--- Data for the task ---
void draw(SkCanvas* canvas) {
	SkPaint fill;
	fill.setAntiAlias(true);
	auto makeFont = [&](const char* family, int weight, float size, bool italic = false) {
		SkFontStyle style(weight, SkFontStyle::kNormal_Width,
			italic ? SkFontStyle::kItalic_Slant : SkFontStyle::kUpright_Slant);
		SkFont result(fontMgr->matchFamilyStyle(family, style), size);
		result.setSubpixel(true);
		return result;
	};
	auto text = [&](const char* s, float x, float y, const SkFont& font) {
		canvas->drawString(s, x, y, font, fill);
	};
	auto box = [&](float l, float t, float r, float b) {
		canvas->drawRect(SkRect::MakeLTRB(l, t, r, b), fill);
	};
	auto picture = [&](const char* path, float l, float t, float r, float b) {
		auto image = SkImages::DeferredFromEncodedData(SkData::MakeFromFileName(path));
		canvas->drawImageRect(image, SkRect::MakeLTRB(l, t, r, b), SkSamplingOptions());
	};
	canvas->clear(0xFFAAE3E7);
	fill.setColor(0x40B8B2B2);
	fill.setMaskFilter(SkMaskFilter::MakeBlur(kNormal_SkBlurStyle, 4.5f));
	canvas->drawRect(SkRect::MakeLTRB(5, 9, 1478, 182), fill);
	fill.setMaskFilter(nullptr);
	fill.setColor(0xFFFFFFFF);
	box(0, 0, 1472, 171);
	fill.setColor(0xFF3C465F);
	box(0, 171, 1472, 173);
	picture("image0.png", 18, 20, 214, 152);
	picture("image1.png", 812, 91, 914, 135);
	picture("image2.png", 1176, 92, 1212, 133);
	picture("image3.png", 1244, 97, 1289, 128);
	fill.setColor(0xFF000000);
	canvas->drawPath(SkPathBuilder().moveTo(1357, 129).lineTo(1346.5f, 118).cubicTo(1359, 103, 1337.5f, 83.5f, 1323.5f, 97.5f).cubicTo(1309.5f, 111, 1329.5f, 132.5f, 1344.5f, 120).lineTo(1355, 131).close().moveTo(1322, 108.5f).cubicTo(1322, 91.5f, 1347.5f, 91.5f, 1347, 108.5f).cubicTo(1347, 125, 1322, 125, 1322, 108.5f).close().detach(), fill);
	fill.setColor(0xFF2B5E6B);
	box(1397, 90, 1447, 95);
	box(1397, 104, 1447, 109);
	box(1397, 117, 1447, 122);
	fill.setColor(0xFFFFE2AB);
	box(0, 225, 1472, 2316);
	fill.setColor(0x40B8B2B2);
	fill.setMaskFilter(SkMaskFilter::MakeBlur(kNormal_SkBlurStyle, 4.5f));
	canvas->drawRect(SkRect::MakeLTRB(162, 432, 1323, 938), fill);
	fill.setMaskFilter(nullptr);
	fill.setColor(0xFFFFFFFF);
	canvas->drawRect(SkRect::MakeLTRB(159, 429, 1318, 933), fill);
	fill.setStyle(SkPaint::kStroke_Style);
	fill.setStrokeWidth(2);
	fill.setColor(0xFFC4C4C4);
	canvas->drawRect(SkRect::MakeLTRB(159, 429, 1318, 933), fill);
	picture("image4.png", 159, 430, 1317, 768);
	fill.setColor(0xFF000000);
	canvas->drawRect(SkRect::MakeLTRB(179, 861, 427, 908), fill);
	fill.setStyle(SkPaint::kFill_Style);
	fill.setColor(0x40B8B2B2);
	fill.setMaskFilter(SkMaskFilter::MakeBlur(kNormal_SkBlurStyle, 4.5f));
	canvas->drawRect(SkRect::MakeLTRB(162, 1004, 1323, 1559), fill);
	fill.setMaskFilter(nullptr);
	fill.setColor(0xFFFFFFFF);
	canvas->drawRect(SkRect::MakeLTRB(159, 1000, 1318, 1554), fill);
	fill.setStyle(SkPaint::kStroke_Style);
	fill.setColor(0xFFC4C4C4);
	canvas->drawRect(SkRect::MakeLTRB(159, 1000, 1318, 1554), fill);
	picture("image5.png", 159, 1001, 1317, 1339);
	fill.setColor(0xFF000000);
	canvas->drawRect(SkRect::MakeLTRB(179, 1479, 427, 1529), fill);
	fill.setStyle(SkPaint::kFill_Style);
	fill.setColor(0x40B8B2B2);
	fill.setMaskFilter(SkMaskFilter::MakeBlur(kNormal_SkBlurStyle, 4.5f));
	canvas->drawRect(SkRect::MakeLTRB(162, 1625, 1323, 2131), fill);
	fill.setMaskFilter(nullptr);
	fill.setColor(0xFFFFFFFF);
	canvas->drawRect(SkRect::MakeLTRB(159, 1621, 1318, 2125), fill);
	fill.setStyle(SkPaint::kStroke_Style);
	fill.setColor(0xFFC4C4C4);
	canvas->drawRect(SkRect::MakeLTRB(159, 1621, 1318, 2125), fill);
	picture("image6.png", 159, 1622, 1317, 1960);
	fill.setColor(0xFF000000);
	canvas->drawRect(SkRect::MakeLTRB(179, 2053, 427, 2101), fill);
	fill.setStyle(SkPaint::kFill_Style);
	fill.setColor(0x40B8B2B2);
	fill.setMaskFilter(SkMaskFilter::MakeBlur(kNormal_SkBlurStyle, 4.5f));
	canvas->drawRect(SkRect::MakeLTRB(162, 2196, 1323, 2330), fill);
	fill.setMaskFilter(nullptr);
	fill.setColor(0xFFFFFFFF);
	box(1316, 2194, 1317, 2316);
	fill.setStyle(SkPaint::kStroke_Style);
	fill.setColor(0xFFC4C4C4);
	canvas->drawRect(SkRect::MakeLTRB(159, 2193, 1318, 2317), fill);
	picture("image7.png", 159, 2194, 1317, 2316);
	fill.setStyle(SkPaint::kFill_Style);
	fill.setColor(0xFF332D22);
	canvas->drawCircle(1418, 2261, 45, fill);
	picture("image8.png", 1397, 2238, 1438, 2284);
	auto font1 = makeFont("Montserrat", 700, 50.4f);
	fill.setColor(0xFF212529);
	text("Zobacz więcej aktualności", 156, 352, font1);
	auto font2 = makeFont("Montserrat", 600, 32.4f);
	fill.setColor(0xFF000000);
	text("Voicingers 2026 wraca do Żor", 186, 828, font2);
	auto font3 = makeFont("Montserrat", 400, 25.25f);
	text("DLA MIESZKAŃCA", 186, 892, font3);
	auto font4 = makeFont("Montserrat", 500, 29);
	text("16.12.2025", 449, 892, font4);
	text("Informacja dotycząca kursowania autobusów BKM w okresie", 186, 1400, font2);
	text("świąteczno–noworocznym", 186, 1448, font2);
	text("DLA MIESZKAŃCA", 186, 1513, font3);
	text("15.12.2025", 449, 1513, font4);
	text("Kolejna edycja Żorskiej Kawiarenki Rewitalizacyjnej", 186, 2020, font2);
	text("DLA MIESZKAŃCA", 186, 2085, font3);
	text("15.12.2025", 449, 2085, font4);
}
---
- _What the task asks_:
From the material above, copy out every line bearing the string "family".

- _Finished task_:
	auto makeFont = [&](const char* family, int weight, float size, bool italic = false) {
		SkFont result(fontMgr->matchFamilyStyle(family, style), size);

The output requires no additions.